Goldman Sachs, Jefferies, Guggenheim Securities and Bryan, Garnier & Co. are acting as joint bookrunners for the Global Offering.
The Company intends to grant the underwriters for the Global Offering (the “Underwriters”) a 30-day option to purchase additional ADSs (each representing two ordinary shares) in an aggregate amount of up to 15% of the total number of ordinary shares (including in the form of ADSs) proposed to be sold in the Global Offering.
All securities to be sold in the Global Offering will be offered by the Company. The ADSs are listed on the Nasdaq Global Select Market under the ticker symbol “VALN,” and the Company’s ordinary shares are listed on the regulated market of Euronext in Paris (“Euronext”) under the symbol “VLA.”

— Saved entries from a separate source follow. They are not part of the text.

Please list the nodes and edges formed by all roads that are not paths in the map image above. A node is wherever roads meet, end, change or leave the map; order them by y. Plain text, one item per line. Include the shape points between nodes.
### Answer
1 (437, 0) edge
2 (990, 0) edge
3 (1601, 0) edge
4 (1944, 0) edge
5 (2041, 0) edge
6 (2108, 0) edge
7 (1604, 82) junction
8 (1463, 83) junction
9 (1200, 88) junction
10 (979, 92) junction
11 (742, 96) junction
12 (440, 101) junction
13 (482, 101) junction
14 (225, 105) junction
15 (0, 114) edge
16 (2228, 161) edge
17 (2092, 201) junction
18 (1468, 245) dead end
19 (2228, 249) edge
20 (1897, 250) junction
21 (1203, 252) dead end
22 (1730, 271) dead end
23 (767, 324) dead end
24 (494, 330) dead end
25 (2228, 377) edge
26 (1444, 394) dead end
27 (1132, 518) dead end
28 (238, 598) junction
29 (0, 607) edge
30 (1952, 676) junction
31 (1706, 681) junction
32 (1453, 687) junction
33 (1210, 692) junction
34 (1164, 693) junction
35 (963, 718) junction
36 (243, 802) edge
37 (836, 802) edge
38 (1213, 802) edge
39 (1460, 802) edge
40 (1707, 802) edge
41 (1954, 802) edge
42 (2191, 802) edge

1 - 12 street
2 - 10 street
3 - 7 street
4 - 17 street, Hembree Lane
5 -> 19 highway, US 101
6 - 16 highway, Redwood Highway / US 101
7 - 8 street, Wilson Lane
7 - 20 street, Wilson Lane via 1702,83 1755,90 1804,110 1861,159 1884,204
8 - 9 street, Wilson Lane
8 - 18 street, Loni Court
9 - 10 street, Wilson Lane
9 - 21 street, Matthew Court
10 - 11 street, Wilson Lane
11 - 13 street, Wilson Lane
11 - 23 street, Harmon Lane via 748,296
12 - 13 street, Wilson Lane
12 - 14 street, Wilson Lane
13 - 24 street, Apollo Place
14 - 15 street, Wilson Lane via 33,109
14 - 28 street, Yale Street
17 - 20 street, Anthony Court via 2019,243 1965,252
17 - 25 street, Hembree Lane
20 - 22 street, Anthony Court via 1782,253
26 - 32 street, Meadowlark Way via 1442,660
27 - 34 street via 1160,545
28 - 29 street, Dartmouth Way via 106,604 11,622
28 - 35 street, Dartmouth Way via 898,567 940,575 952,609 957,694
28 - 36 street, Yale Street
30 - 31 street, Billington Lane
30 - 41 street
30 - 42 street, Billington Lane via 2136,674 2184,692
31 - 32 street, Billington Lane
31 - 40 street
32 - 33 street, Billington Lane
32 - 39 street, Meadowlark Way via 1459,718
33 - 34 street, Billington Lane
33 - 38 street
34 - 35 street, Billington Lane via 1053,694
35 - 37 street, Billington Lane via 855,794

The offering price per ADS in U.S. dollars and the corresponding offering price per ordinary share in euros, as well as the final number of ADSs and ordinary shares sold in the Global Offering, will be determined following a book building process commencing immediately. The price per ordinary share (and corresponding offering price per ADS) will be at least equal to the weighted average price of the Company’s ordinary shares on Euronext over a period, chosen by the Management Board, of between three (3) and ninety (90) consecutive trading days preceding the determination of the offering price, reduced by a maximum discount of 15%, if applicable.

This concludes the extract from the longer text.